Specific allegations on the disputed sale

82       We consider next the specific allegations made in this case. The Claimants relied on the expert testimony of Mr Jannie Bester, a handwriting expert. The thrust of his evidence was to show that the signatures (in reality, the marks “X”) of Mrs September, Gert and Niklaas in all the documents purporting to evidence the transaction of the sale were not legitimate. The important documents which were disputed were the following:

82.1     The Powers of Attorney of 12 and 16 October 1906;

82.2     The Declaration purportedly by Mrs September, also of 16 October 1906, in terms of which she renounced her interest in the farm;

82.3     The Power of Attorney by Gert, Niklaas and Abraham of 17 August 1907.

83       Bester confirmed that these were not the authentic marks of Elizabeth, Gert and Niklaas. This was not disputed. The cross-examination focused on the other possible ways in which the signs could have been procured. It was suggested that the conclusion that showed was the most probable reason for the signature was not justified. The case of Matanda v Rex 1923 AD 436 was brought to the attention of Mr Bester. In that case the Magistrate recorded the practice followed in regard to illiterate persons in Natal.

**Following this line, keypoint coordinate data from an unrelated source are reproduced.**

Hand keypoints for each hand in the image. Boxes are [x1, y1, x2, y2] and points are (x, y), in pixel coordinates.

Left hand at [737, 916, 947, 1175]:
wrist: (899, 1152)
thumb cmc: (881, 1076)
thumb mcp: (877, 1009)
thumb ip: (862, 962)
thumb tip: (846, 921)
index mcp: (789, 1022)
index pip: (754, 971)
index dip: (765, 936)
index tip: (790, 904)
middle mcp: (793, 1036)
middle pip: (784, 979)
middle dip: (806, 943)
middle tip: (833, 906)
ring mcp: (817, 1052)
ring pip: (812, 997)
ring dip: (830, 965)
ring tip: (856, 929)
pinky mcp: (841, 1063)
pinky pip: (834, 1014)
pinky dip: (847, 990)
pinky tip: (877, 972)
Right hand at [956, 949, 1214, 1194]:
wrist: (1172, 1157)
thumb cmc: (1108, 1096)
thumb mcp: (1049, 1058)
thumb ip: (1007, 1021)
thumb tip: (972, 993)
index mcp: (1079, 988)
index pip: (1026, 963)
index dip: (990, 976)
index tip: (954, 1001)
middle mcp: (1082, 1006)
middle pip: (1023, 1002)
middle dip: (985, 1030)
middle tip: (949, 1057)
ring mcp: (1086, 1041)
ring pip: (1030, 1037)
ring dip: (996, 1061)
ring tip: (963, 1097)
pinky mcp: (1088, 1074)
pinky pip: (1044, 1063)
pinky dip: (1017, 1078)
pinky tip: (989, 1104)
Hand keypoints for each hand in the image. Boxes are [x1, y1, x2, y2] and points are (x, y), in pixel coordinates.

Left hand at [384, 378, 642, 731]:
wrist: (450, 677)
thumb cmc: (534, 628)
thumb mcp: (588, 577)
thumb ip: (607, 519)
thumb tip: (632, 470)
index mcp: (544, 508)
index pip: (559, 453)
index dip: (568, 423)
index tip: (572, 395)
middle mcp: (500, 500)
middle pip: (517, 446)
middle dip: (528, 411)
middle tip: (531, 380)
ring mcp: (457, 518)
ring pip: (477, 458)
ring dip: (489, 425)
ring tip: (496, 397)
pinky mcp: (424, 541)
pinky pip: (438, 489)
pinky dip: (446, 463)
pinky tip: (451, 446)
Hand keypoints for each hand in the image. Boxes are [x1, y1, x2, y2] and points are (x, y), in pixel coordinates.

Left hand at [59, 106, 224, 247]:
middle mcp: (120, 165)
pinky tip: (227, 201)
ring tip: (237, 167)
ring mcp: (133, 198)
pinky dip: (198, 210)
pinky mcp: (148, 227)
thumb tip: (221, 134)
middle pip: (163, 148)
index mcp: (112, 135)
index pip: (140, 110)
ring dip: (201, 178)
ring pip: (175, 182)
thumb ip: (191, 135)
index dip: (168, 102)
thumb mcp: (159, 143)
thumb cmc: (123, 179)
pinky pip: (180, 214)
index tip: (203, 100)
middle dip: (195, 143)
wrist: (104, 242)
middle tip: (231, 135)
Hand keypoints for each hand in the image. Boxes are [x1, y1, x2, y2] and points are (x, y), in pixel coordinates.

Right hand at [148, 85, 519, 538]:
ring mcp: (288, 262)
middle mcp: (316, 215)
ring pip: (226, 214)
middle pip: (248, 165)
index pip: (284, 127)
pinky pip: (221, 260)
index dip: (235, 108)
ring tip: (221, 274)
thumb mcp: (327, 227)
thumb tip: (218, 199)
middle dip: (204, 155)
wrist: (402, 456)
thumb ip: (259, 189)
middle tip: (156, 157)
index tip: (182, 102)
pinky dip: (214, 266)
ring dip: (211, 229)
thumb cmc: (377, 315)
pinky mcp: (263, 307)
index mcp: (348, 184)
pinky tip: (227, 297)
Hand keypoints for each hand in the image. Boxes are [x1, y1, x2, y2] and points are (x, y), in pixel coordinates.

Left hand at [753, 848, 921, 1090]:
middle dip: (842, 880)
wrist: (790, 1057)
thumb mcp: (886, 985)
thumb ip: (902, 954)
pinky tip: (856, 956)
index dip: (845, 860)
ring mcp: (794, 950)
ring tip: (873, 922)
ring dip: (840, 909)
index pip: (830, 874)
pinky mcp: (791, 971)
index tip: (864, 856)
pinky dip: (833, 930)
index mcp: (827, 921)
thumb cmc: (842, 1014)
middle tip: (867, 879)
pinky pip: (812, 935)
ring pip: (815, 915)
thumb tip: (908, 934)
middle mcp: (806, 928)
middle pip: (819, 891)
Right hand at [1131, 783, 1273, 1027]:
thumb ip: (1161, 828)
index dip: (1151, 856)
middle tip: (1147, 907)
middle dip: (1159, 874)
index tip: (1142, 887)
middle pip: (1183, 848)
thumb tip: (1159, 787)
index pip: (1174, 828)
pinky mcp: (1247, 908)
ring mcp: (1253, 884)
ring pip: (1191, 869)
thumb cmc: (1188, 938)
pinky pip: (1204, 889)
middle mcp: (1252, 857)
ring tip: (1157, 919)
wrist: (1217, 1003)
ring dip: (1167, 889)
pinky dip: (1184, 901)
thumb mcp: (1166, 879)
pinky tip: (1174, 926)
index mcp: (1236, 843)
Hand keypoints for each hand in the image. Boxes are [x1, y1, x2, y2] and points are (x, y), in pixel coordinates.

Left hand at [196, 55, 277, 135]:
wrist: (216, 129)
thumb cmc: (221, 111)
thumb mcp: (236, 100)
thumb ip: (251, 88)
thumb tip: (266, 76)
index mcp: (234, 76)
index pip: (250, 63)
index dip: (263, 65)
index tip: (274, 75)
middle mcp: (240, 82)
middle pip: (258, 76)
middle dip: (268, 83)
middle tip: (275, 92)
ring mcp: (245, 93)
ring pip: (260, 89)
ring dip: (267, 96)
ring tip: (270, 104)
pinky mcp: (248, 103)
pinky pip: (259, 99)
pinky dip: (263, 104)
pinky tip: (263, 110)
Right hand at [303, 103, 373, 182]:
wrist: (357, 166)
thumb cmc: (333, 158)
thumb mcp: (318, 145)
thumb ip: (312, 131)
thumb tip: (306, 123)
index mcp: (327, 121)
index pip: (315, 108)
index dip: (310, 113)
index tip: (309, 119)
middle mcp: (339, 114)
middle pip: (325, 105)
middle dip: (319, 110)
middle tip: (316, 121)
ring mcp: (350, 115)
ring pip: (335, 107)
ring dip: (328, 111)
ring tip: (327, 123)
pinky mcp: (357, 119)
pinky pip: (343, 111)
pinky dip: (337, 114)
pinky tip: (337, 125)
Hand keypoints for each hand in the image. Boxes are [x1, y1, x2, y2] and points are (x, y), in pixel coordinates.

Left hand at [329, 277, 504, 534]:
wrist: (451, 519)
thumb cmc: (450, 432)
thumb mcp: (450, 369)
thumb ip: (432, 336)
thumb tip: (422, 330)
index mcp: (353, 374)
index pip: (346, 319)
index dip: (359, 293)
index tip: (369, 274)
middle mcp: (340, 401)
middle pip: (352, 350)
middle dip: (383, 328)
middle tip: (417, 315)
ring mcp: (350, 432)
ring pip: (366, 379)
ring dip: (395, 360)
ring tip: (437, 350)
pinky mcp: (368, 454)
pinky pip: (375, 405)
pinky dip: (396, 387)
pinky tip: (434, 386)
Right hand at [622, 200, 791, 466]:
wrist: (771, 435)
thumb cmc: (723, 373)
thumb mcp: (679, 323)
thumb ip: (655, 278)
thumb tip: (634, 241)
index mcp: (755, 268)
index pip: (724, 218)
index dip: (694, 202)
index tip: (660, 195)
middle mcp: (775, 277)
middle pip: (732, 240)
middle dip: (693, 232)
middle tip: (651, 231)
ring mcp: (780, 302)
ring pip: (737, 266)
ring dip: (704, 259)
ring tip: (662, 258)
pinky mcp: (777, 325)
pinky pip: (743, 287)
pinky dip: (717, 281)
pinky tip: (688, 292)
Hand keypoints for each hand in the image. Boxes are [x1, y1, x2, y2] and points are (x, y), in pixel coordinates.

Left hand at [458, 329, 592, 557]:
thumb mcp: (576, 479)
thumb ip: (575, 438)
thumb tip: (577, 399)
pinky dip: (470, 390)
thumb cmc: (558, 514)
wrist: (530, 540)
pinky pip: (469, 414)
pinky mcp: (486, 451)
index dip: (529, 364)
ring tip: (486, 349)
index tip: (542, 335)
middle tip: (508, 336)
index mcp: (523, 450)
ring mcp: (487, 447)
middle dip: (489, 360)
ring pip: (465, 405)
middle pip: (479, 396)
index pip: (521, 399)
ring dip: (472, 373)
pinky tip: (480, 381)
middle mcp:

He stated:

The witness [comes up to me], I hand the pen to him, he touches the pen and then I make the mark for him. I hold one end of the pen and he holds the other, after he is told to what he is deposing. He is not actually holding the pen at one end while I am making the mark. I hand him the pen, holding it myself. He fingers it. Then I take it and I make the mark. That is what happened in this case”.

84       This practice described in the judgment was accepted by the then Appellate Division as the custom in Natal, and the Court noted that it was certain that further enquiry would probably show that the practice was not confined to the province of Natal.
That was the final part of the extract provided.